Bill Lawson, senior engineer for new products at GE Gas Power, said customers have been seeking the ability to burn an array of gases to respond to fluctuating commodity prices. Lawson said GE began looking several years ago at shale gas and its byproducts, including ethane, that could serve in power generation.

“GE saw this trend developing early and focused technology development to broaden our fuel flexibility,” Lawson said.

Price Trends

Ethane, commonly referred to as a natural gas liquid, is a hydrocarbon that can be found underground in shale and coal beds. In addition to being burned as a fuel, ethane also is used to produce ethylene, a chemical used in the manufacturing of plastics, automotive antifreeze and detergent.

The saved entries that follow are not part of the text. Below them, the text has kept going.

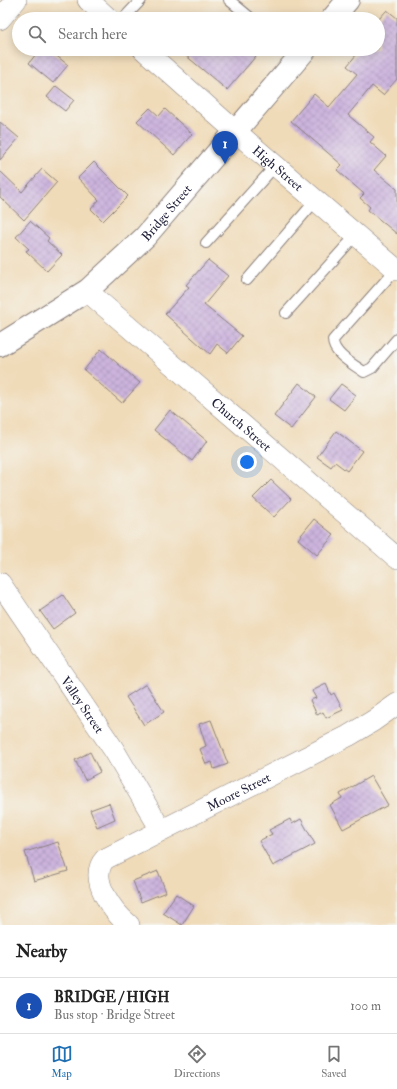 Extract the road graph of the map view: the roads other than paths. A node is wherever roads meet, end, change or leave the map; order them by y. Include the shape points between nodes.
1 (16, 0) edge
2 (88, 0) edge
3 (142, 0) edge
4 (229, 0) edge
5 (348, 0) edge
6 (101, 12) edge
7 (130, 12) edge
8 (244, 12) edge
9 (338, 12) edge
10 (0, 19) edge
11 (151, 56) edge
12 (294, 56) edge
13 (235, 130) junction
14 (276, 165) junction
15 (316, 200) junction
16 (356, 235) junction
17 (206, 243) dead end
18 (396, 269) edge
19 (247, 280) dead end
20 (87, 291) junction
21 (286, 313) dead end
22 (397, 339) edge
23 (0, 345) edge
24 (397, 558) edge
25 (0, 583) edge
26 (397, 704) edge
27 (161, 830) junction
28 (129, 925) edge

1 - 10 street
2 - 6 street
3 - 7 lane
4 - 8 lane
5 - 9 main road
11 - 13 street, High Street
12 - 13 main road, Bridge Street
13 - 14 street, High Street
13 - 20 main road, Bridge Street via 145,237
14 - 15 street, High Street
14 - 17 lane
15 - 16 street, High Street
15 - 19 lane
16 - 18 street, High Street
16 - 21 lane
18 - 22 lane via 333,340 333,345 338,353 364,372 372,368
20 - 23 main road, Bridge Street
20 - 24 street, Church Street
25 - 27 street, Valley Street via 114,750
26 - 27 street, Moore Street via 348,736
27 - 28 street, Moore Street via 105,859 101,864 99,880 102,889 116,913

According to the Energy Information Administration, ethane prices tracked crude oil spot prices until 2008 but began to diverge as U.S. production growth from shale gas and tight oil formations overwhelmed ethane consumption by the domestic petrochemical industry. By 2012, ethane prices closely tracked natural gas prices, staying within $1/MMBtu of the Henry Hub natural gas spot price on a heating-value-equivalent basis.

Competitive Power Ventures
Monthly average of close-of-day spot prices for natural gas and ethane 2002-2018. Natural gas is priced at Henry Hub; ethane is priced at Mt. Belvieu non-LST (Lone Star Terminal). | EIA

Since late 2017, EIA says, ethane demand has been growing because of increased petrochemical use and ethane export capacity. “As a result, ethane prices began to move away from their link to natural gas prices, and they are now bracketed by propane at the top and natural gas at the bottom of the range,” EIA said.

Ethane spot prices fell 17% from January to March this year — while natural gas prices dropped 11% and international crude oil fell about 46% — because of the economic slowdown from the COVID-19 pandemic.

Nearby Pipelines, Transmission

Natural gas for Fairview comes from the Enbridge Texas Eastern Transmission gas lines, about 1 mile north of the plant site. The ethane comes from Mariner East pipelines located on site. The plant also is adjacent to a 500-kV circuit that delivers its output to PJM, enough for 1 million homes and businesses.

CPV, which has ownership interests in 4.2 GW of generation in the U.S, partnered with Osaka Gas on the plant.

Jeff Ahrens, vice president of engineering and construction for CPV and the director of the $1 billion project, said the company wanted to incorporate ethane from an early stage in the plant’s development. While CPV had experience with the equipment and engineering needed for natural gas generators, adding ethane presented new challenges.

“It’s the first of its kind on this scale, so it required a lot of patience to make sure we did it right, make sure everything was designed correctly and look at all the different scenarios that the system needed to have to be reliable and safe for us,” Ahrens said. “Every step was somewhat new.”

Fairview was Ahrens’ second project for CPV, following the St. Charles Energy Center, a 745-MW combined cycle plant in Waldorf, Md., that went into operation in 2017.

Ahrens said one of the biggest challenges was that ethane comes to the plant in liquid form and requires vaporization to mix with the natural gas.

Natural gas is more buoyant than ethane, Ahrens said, so designs had to be created to find the right way to mix the two. The result was a GE vaporizer as large as a truck to mix the two fuels.

Fairview took nearly three years of development before construction began, requiring a team of hundreds of GE and CPV engineers, manufacturers, logistics exports and transportation workers.

“It required a lot of research, understanding [and] getting the right team members together who either had some experience or knew people who had experience, like petrochemical guys in the oil and gas industries,” Ahrens said.